Learning objectives

  • Hypothesis testing

  • Understand the steps for hypothesis testing.

  • Parametric and non-parametric tests

  • T-tests

Hypothesis testing

Statistical tests of significance

  • Test whether the two observed differences could have been expected to occur ‘by chance’ or whether the independent variable truly affects the outcomes of the dependent variable.

The null hypothesis and the alternative hypothesis

Null hypothesis: there is no difference between the values of the means in the populations from which the samples were drawn (the two samples belong to the same population)

  • There is no difference between the number of syllables in the populations in which the two groups of scores were drawn.

\(H_0 : \mu = \mu_0\)

Alternative hypothesis: there is a difference between the values of the means in the populations from which the samples were drawn (the two samples belong to two populations)

  • If the hypothesis test is about deciding, whether a population mean, μ, is different from the specified value μ0, the alternative hypothesis is expressed as:

\(H_A : \mu \neq \mu_0\)

Such a hypothesis test is called two-sided test.

  • The mean number of syllables will be DIFFERENT for children with atypical language development (\(\mu\)), when compared to the typical development children (\(\mu_0\)).

If the hypothesis test is about deciding, whether a population mean, μ, is higher than the specified value μ0, the alternative hypothesis is expressed as

\(H_A : \mu > \mu_0\)

  • The mean number of syllables will be HIGHER children with atypical language development (\(\mu\)), when compared to children with typical language development (\(\mu_0\)).
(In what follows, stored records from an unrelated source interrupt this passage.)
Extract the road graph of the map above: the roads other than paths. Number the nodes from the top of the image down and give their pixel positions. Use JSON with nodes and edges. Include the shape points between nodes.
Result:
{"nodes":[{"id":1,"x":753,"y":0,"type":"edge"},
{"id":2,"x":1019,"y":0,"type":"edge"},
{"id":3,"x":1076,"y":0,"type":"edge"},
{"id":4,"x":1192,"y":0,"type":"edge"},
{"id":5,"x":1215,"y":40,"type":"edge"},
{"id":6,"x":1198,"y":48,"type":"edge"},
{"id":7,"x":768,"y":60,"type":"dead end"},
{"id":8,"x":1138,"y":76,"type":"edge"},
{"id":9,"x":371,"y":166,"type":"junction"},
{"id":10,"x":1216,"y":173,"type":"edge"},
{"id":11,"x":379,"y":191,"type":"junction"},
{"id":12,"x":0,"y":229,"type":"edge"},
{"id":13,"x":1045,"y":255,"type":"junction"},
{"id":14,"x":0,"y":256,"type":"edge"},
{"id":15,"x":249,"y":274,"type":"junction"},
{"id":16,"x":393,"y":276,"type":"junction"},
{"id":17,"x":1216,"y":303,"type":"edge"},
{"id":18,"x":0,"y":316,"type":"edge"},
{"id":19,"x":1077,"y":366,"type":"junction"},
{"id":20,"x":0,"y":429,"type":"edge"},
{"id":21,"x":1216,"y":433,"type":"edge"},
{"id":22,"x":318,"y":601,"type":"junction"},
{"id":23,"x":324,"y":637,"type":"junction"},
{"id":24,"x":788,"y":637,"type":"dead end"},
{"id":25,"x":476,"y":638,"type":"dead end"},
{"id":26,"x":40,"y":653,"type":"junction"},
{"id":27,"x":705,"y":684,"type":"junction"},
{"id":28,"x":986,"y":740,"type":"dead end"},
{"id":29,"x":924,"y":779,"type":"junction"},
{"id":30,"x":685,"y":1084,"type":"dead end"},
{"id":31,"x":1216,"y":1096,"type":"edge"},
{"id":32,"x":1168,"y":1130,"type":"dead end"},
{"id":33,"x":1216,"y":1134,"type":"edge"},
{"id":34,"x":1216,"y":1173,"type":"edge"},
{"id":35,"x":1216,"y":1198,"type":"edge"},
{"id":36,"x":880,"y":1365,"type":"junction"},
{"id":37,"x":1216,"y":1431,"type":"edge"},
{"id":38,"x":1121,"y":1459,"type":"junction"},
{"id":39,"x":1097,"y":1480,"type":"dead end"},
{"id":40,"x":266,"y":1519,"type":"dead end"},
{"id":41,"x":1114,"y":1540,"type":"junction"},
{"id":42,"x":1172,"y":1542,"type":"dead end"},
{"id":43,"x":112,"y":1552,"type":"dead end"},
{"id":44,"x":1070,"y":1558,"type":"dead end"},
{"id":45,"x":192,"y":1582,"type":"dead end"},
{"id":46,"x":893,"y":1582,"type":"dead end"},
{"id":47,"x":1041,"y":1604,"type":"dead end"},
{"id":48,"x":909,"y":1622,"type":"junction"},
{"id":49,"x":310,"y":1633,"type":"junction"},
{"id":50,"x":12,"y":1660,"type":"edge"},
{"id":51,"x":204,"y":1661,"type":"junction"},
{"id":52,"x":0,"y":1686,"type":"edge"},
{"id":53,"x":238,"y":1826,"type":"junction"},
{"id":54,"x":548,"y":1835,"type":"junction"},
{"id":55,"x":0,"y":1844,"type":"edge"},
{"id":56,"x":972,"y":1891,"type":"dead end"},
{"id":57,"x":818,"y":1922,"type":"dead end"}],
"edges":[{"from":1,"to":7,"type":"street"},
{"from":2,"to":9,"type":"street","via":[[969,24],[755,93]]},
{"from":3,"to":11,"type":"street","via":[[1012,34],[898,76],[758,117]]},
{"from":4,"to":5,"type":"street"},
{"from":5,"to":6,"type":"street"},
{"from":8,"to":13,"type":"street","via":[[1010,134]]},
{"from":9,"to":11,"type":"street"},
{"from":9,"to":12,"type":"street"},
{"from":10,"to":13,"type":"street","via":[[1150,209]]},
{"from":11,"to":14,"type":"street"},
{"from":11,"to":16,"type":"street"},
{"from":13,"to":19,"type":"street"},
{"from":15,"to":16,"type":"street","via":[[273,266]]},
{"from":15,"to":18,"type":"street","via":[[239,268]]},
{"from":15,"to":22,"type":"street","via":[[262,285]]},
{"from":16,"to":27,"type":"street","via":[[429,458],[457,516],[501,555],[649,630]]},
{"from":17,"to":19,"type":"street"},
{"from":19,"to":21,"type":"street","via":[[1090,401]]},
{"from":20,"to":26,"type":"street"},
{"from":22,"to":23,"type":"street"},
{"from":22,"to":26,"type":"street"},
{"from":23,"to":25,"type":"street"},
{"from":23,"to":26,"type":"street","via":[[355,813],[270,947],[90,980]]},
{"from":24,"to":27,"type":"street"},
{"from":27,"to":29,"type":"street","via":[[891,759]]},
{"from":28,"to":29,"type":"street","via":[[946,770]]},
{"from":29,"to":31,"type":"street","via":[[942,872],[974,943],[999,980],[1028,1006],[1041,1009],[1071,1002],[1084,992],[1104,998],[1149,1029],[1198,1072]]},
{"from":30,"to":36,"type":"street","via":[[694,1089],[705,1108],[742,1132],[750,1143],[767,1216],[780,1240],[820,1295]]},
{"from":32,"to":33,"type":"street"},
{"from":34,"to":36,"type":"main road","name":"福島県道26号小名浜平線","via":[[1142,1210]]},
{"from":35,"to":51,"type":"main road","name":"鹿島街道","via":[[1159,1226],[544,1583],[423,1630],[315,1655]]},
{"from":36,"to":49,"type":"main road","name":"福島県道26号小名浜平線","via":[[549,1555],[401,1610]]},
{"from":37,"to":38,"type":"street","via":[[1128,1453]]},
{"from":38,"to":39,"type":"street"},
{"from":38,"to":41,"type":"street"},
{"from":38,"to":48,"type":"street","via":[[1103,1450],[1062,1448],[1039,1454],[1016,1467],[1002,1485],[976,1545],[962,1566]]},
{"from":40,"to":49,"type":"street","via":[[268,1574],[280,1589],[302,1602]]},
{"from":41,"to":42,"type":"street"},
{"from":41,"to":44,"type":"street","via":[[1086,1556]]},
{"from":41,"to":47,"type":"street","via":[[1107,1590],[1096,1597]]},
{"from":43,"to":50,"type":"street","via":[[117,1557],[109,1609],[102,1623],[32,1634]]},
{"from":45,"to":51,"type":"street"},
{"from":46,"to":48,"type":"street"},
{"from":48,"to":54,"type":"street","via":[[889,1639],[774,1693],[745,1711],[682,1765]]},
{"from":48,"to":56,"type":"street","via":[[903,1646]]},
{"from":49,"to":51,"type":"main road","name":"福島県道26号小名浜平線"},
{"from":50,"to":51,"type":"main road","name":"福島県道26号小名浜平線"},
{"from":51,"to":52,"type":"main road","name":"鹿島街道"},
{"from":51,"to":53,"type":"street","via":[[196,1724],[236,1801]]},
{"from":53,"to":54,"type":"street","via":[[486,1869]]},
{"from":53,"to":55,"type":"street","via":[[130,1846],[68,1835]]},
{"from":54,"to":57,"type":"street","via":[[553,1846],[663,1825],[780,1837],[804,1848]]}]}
If the hypothesis test is about deciding, whether a population mean, μ, is lower than a specified value μ0, the alternative hypothesis is expressed as

  • The mean number of syllables will be LOWER for the children with atypical language development (\(\mu\)), when compared to the typical development children (\(\mu_0\)).

\(H_A : \mu < \mu_0\)

Important: when we perform hypothesis testing we want to reject the null hypothesis.

Calculate a test statistic to find the probability of the results observed, on the assumption that the null hypothesis is true. The test statistic is a number calculated from the data set, which is obtained by measurements and observations, or more general by sampling.

Steps to do hypothesis testing

  1. Formulate the null hypothesis and the alternative hypothesis.
  • There is no difference between the number of syllables’ means in the populations in which the two groups of scores were drawn.

\(H_0 : \mu = \mu_0\)

  • The mean number of syllables will be LOWER for the children with atypical language development than for the children with typical language development.

\(H_A : \mu < \mu_0\)

  1. Selecting your significance level

We have to assume that there will always be a chance that the differences that we are observing are due to chance (sampling differences) and not due to a true difference brought by the independent variable.

We set a probability for our observed results to occur under the null hypothesis.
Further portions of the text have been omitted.